Real estate investing can, without a doubt, be a lucrative venture. While location is an incredibly important factor to consider for real estate investing, there are other factors to consider as well.
In today’s article, we’ll look at some of the most important factors any investor should be looking at before getting their feet wet.
Location
This cannot be emphasized enough! Location remains a top factor for real estate investing. You want to buy a property in the right location to maximize your return on investment as quickly as possible.
The right location is one that is in close proximity to scenic views, green spaces, and amenities. Other things that make a location desirable include closeness to transport hubs, markets, warehouses, and freeways.
To get more information about a particular vicinity, especially when it comes to long-term area planning, you can get in touch with the city’s zoning and urban planning departments.
Property Valuation
A proper property valuation will become important during the financing stage. Other things that rely on property valuation include taxation and insurance. Generally speaking, you can choose from either of three evaluation methods: sales comparison approach, income approach, and cost approach.
The sales comparison approach looks for recent comparables in the market. That is, properties that share similar characteristics. The cost approach looks at the cost of land and construction, less the depreciation. The income approach is based on cash inflows, and is suitable for prospective landlords.
Purpose of Investment
This is key from the get-go. Have clarity on why you are investing in the first place. The following are common reasons for real estate investing.
- Buy and use the property yourself: Are you looking to save on rent? This can be a good investment strategy for self-utilization all while racking up property appreciation.

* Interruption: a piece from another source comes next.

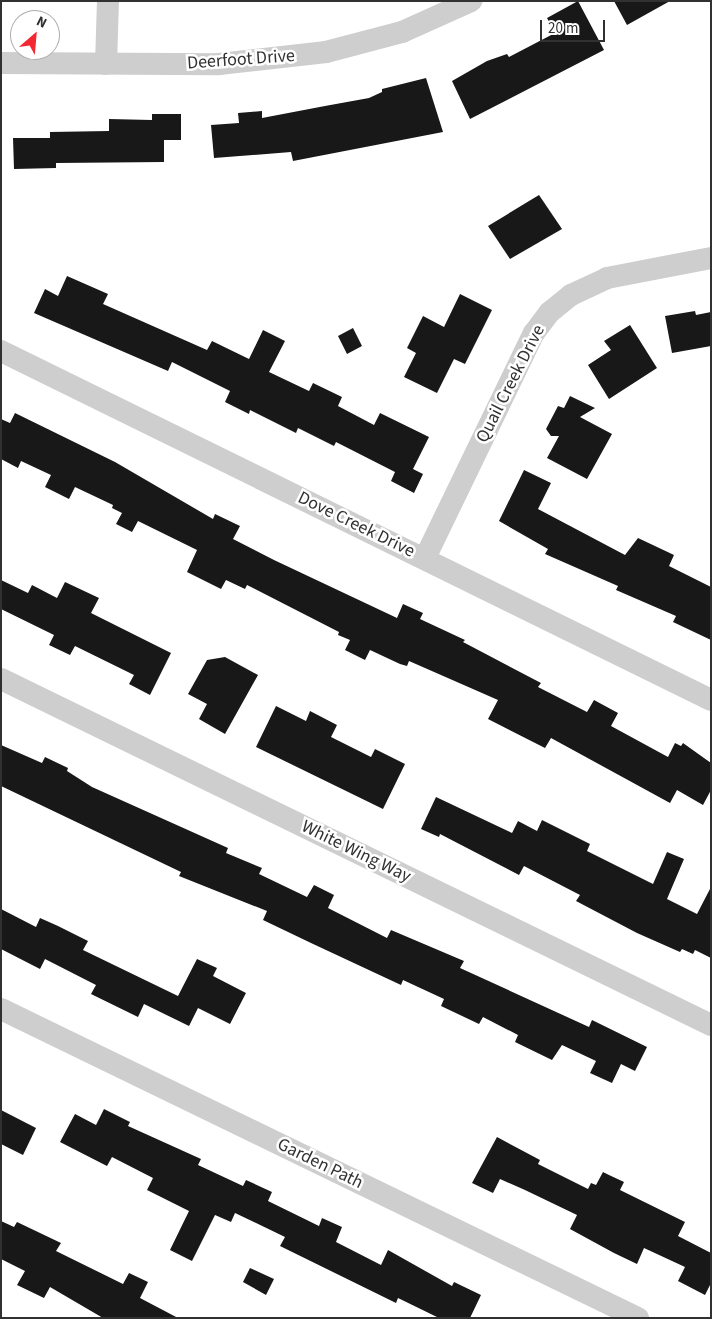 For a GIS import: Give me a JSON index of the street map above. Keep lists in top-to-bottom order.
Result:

- Buy and find prospective tenants: Are you looking for a regular income stream and long-term property appreciation? If so, this can be a good investment to consider. Just make sure you familiarize yourself with the local landlord-tenant laws, prevailing rent amounts, and have the temperament to be a landlord.
- Buy and sell for profit over a short period: This is also known as flipping a house. With this strategy, the sole intention of buying a property is to renovate it and then sell it for a profit. You must, however, have a keen eye to pull this one off successfully.
- Buy and sell for profit over a long period: Unlike flipping homes over the short term, this is focused on the long term. By being a long-term goal, this investment strategy is particularly popular with prospective retirees.
Expected Profitability
You’ve probably heard it before – cash flow is king! Indeed, it is the metric used to calculate whether or not a property investment will be profitable. The goal here is to invest in a property that generates positive cash flow every month or will at least be profitable when you eventually sell it.
If looking to become a landlord, then the rental income should be able to cover all expenses and generate a profit. The typical cash flow for a rental property should fall between 7-to-8 percent. However, this percentage can vary depending on the location of your property, property value, and other factors.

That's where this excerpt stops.